Current evolutionary studies on RNA structures can be largely classified into two groups. The first group focuses on the conservation level of RNA structures in a genome. The basic method is to compare RNA structures within species in a phylogenetic tree. A set of functional RNAs (fRNAs) with conserved structures have been identified in human [1519], Drosophila[20], and yeast [21]. Although different algorithms were applied among these studies, the consensus conclusion of these studies is that RNA structures experienced widespread purifying selection in organisms. Unlike the studies we mentioned above, the main issue addressed in the second group of studies is the effect of RNA secondary structure change caused by a single-point mutation. Some SNPs in mRNA coding [22, 23] and non-coding [24, 25] regions can cause aberrant gene expression by affecting mRNA secondary structures. Also, a point mutation in or close to miRNA target sites would disrupt normal gene regulation by affecting local mRNA accessibility [5, 26, 27]. A more recent study investigated accumulated mutations in Escherichia coli (E. coli) genes over 40,000 generations of evolution, and found mutations that may disrupt mRNA secondary structure are selectively filtered out in the course of evolution [28].
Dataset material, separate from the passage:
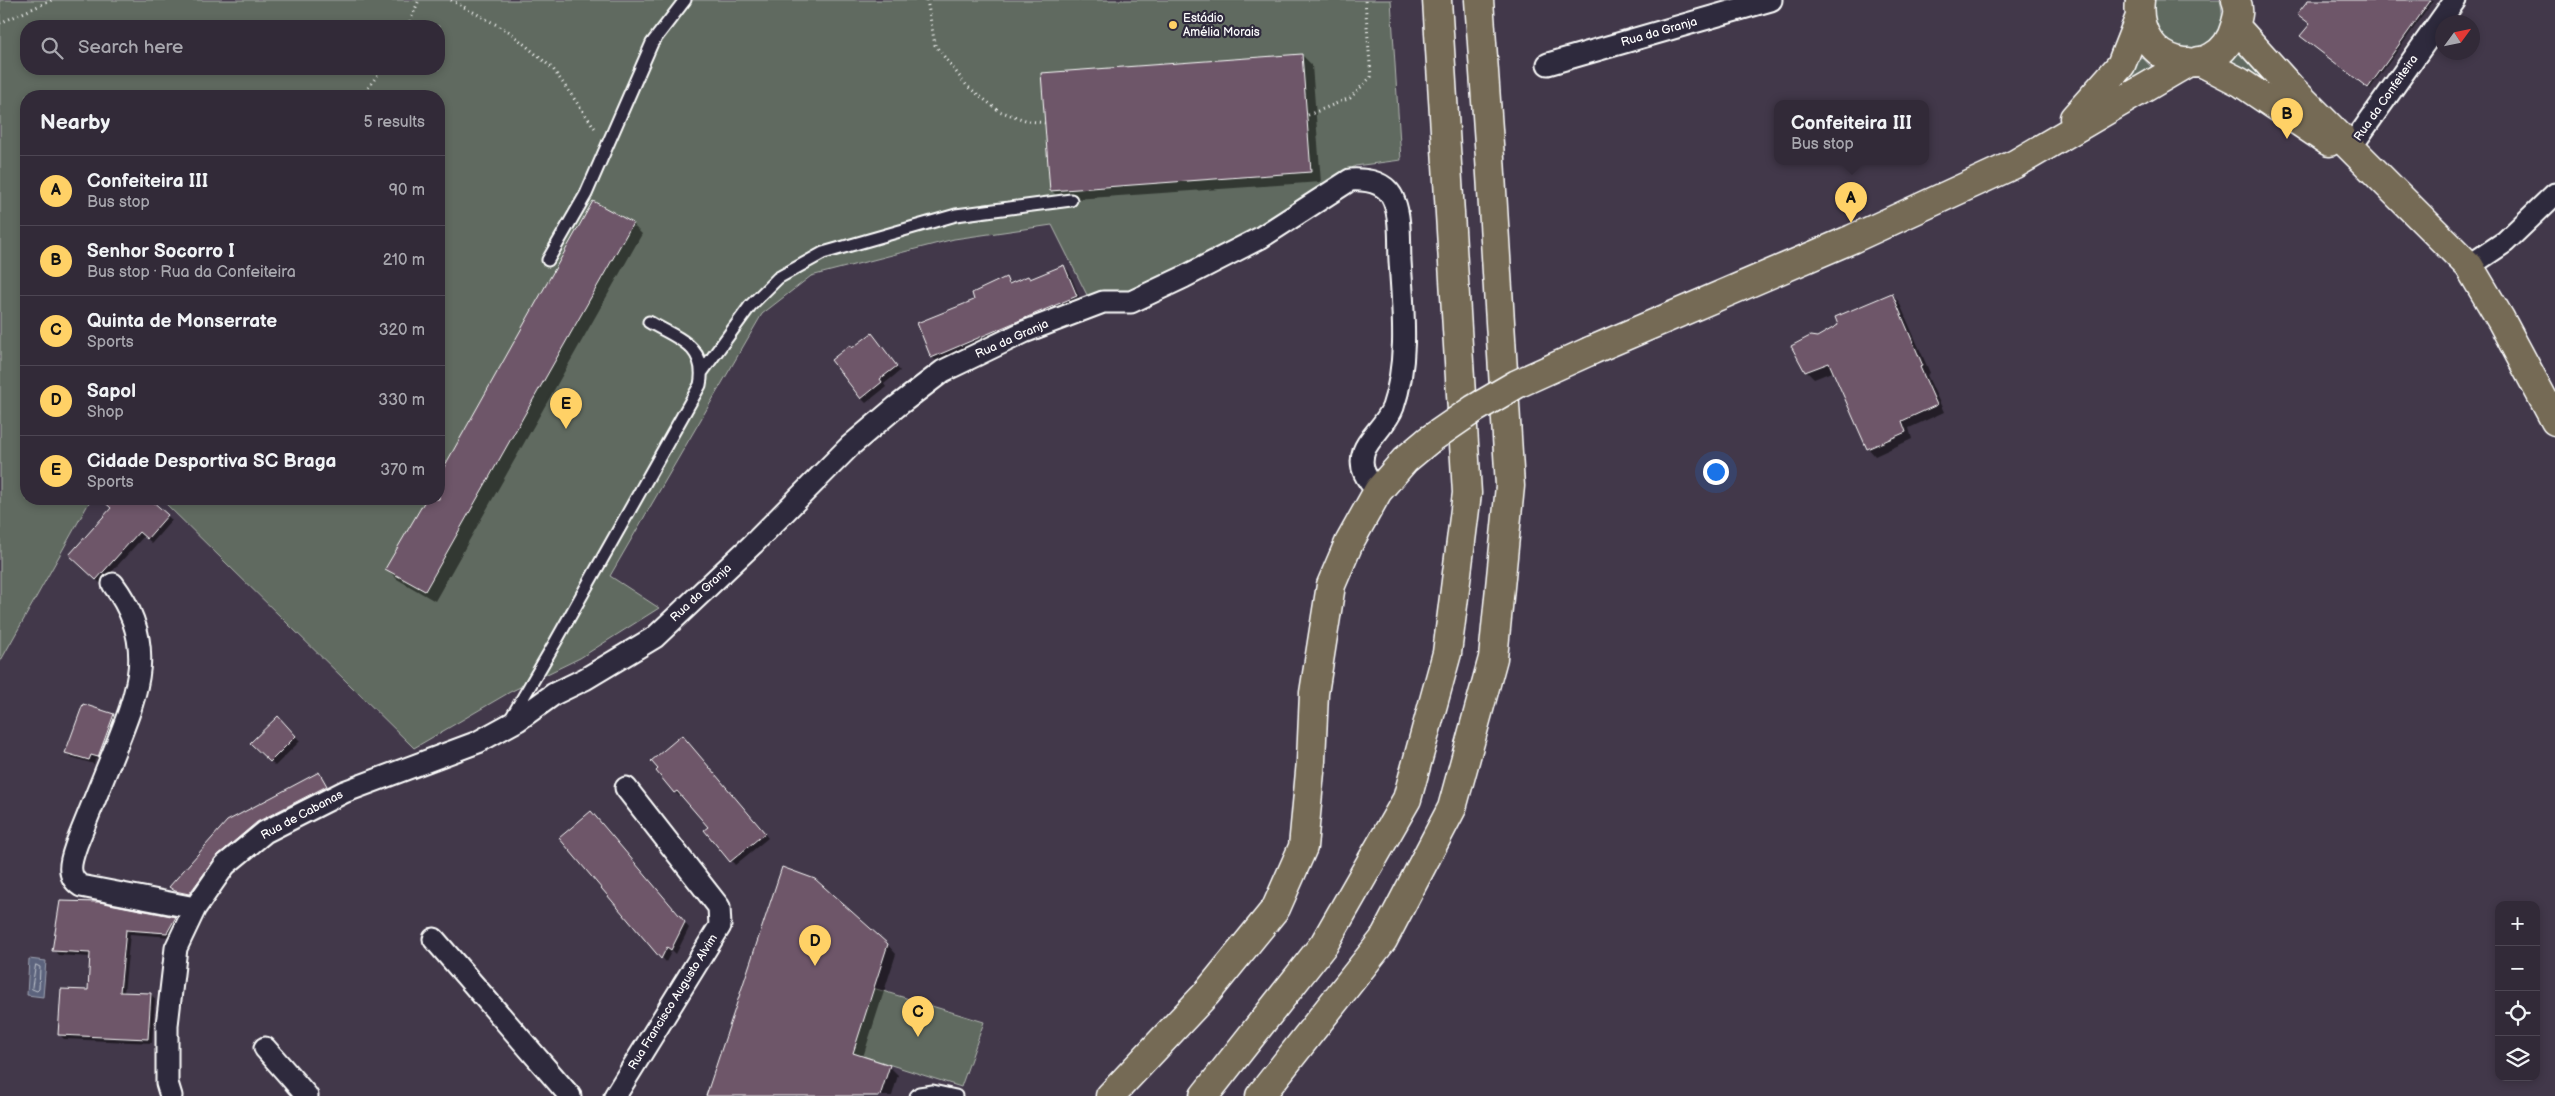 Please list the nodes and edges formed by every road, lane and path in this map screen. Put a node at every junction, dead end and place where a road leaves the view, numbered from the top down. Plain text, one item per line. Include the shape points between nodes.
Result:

As RNA secondary structure is conserved among species and the fitness of structurally disruptive mutations is low, it is reasonable to hypothesize that selection on RNA secondary structure should lead to less nucleotide sequence divergence in the genome. However, little is known on this topic so far. The only study, to our knowledge, was performed by Warden et al.[29]. They predicted fRNAs in coding region of yeast genes and found significant effects of RNA secondary structure on protein evolutionary rates [29]. Notably, RNA structures are selectively conserved in protein coding regions in many organisms, such as Drosophila[30], yeast [29] and human [16, 17, 31]. In a recent study, Smith et al.[16] proposed that the relative enrichment of conserved RNA structure was the highest in protein coding region than that in any other genomic region. To understand the effect of RNA structure conservation on coding sequence evolution, we systematically investigated the relationship between nucleotide conservation level and mRNA secondary structure in four model organisms, including one prokaryote and three eukaryotes, E. coli, Saccharomyces cerevisiae (S. cerevisiae), Drosophila melanogaster (D. melanogaster), and Mus musculus (M. musculus). We define structurally sensitive sites in mRNA as those with putative local structure-disruptive mutations. We first assess whether structurally sensitive nucleotide sites are more conserved than non-sensitive sites. Next, we compare the above effect between genes with different expression level and codon usage bias, respectively. To further elucidate sequence constraint in different local regions along mRNA, we analyze the effect in translation initiation and elongation regions. Our analyses present a deep view of structure-associated nucleotide divergence in coding region. This study extends our understanding on the evolutionary process of coding sequences and helps develop a better model for coding sequence evolution.

Results

Structurally sensitive sites in mRNA are more evolutionarily conserved

We first assessed whether the mRNA nucleotide sites with putative structurally disruptive mutations are more evolutionarily conserved. According to the table of genetic code, most substitutions at the first codon position and all the substitutions at the second codon position are nonsynonymous. The conservation level of nucleotide at the first and second codon position is inevitably governed by strong purifying selection against amino acid replacement. To avoid the confounding factors caused by the selection on nonsynonymous sites, only the 4-fold degenerate sites in coding sequences were investigated in this study, which means we focused on the synonymous sites without any nonsynonymous mutational opportunity.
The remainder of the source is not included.